Iwakiri et al. reported that EBV infections induce the expression of IGF-1 mRNA and support the growth of NPC-derived cell lines [15]. EBV latent membrane protein 1 (LMP1) selectively activates IGF1R by increasing IGF-1 expression and alters the phosphorylation of IGF1R, but not the expression [38]. However, increasing levels of IGF-1 have not been associated with EA or VCA-titre levels in NPC patients in our data, although the EBV-positive C666 cell lines were characterized by higher IGF-1 expression, which is in line with Iwakiri’s findings regarding EBV-positive NPC cell lines [15], suggesting that the circulating levels of IGF-1 are inconsistent with IGF-1 expression after EBV infection in vitro. However, the increasing level of IGFBP-1 was associated with EA-positive, but not VCA-positive NPC sera, suggests that the association of EBV infection and the role of IGFs in NPC require further investigation.

Taken together, our study shows that higher serum IGFBP-1 levels and IGFBP-1/IGF-1 ratio correlate significantly with decreased overall survival in NPC patients.

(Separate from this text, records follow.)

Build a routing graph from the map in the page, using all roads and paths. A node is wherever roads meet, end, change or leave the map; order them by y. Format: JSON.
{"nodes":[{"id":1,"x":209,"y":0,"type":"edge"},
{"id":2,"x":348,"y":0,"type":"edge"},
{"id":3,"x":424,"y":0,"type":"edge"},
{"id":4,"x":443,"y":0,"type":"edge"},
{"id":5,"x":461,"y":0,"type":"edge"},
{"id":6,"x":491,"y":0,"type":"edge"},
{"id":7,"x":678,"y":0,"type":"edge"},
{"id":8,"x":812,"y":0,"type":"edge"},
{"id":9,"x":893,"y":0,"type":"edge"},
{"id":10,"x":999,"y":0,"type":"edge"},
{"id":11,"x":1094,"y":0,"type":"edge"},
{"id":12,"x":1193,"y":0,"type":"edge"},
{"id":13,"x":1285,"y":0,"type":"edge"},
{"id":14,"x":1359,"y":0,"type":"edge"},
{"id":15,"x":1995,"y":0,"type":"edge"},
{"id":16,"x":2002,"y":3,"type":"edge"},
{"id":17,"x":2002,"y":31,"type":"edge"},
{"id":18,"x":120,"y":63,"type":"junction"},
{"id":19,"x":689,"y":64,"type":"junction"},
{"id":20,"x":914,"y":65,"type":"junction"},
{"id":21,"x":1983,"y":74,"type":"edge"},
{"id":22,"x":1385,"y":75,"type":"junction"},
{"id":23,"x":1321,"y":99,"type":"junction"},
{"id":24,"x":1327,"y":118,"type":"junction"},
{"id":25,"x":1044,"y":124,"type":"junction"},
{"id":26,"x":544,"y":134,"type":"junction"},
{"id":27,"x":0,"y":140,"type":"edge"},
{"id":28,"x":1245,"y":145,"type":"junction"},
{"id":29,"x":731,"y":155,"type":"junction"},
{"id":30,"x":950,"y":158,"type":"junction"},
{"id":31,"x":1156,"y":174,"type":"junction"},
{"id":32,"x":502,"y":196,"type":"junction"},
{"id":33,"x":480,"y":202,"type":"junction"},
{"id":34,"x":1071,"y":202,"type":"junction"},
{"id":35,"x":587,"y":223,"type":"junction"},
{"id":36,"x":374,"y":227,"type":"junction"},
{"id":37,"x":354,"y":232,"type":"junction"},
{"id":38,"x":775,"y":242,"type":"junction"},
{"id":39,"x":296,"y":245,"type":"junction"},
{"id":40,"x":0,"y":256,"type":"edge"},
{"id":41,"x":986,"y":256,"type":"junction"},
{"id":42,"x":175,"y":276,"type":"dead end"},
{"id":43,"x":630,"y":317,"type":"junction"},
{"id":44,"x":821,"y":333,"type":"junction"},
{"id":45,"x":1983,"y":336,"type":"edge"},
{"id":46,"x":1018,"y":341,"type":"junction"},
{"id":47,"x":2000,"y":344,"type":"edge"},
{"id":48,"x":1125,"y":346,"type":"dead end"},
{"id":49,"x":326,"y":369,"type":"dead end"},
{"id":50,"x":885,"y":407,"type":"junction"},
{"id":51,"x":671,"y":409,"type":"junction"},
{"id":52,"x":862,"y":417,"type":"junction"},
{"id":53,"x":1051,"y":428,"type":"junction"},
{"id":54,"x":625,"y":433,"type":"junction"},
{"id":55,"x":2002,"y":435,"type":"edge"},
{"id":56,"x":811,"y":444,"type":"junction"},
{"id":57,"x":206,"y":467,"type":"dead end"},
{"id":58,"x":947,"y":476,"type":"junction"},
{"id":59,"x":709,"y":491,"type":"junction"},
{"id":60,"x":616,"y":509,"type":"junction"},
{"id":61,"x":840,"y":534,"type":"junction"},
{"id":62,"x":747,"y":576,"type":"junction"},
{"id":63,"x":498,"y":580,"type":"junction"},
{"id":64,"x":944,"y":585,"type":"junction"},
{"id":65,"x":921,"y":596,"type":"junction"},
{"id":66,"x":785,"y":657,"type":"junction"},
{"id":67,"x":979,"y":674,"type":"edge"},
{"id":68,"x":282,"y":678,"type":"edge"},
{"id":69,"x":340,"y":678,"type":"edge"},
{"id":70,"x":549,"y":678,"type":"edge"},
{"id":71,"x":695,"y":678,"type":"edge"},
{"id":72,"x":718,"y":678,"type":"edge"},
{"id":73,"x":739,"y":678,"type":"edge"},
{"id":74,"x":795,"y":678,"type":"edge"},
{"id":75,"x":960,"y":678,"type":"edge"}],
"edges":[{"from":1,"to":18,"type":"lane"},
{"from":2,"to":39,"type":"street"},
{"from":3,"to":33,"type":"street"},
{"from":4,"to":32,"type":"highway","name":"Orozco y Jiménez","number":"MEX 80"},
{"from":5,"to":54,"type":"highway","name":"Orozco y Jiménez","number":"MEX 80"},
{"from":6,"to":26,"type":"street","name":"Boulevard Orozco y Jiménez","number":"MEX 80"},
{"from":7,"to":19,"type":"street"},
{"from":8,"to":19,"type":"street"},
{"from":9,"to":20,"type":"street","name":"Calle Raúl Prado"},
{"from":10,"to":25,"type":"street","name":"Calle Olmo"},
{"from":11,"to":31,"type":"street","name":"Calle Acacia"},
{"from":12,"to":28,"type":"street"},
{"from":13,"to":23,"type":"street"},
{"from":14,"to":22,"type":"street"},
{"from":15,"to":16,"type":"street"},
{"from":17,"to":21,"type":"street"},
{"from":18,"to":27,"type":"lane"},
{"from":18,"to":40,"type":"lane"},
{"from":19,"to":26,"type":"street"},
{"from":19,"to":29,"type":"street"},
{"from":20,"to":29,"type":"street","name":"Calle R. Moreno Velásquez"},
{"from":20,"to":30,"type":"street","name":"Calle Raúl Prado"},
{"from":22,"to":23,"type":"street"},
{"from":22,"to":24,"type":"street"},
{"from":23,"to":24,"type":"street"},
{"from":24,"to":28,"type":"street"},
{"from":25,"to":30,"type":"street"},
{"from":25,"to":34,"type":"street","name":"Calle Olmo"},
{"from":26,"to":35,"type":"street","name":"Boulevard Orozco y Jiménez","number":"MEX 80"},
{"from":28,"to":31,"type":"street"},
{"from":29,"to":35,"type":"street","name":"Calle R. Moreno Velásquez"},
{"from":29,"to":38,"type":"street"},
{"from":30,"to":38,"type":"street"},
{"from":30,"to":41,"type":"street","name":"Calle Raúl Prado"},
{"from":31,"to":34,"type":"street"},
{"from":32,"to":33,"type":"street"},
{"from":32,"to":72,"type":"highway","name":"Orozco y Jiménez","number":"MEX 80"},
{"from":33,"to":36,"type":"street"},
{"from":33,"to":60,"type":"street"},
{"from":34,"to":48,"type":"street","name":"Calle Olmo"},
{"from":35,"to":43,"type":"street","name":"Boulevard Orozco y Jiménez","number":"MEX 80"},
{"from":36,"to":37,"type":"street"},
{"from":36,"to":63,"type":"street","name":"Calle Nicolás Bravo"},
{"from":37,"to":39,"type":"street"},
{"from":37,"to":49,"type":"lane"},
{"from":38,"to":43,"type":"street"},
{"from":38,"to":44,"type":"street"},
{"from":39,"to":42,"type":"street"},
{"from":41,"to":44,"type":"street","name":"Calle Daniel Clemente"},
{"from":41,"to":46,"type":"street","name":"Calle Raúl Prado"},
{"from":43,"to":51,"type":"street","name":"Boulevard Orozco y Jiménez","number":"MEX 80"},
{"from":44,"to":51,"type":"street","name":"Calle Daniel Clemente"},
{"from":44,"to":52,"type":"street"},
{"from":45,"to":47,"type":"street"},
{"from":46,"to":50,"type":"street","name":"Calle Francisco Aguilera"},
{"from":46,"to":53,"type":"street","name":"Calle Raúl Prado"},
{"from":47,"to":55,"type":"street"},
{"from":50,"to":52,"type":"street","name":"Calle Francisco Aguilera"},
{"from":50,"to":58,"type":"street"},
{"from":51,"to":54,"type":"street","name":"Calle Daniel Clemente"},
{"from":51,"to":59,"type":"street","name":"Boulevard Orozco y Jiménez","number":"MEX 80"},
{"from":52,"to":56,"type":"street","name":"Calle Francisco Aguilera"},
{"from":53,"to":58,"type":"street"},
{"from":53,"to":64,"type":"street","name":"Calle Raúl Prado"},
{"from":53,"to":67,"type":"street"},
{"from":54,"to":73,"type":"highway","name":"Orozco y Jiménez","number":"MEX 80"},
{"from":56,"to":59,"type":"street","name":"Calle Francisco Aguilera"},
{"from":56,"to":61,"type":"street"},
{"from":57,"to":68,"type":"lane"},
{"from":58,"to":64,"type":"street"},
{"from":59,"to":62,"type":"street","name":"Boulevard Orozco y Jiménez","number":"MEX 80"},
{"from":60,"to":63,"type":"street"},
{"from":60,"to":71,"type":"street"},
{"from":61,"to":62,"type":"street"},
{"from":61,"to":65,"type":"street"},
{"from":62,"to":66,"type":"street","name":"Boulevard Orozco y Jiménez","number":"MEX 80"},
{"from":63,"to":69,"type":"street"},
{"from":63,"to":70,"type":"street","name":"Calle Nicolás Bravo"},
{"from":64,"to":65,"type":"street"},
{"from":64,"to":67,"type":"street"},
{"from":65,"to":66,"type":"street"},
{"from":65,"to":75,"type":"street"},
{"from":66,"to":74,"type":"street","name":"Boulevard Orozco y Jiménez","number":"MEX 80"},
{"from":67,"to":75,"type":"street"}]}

Further validation of these results is needed to determine the potential usefulness of these biomarkers for risk assessment.

Conclusions

Our data reveal that IGFBP-1 expression is upregulated in NPC cell lines and NPC tumour tissues and that IGFBP-1 serum levels are elevated in NPC patients. In addition, we showed that IGF-1 is more weakly expressed in NPC cell lines and tumour tissues and that decreasing serum levels of IGF-1 are observed in NPC patients. Furthermore, we observed that elevated serum levels of IGFBP-1 were significantly associated with shorter OS and RFS in NPC patients. Moreover, higher levels of IGFBP-1 and lower levels of IGF-1 were shown to predict worse outcome in NPC patients, suggesting that the ratio of serum IGFBP-1/IGF-1 represents a potential biomarker for NPC patient prognosis. These findings also highlight the more complex biological activities of IGFBP-1 and IGF-1 and reinforce the need to further clarify the role of the IGF system in NPC.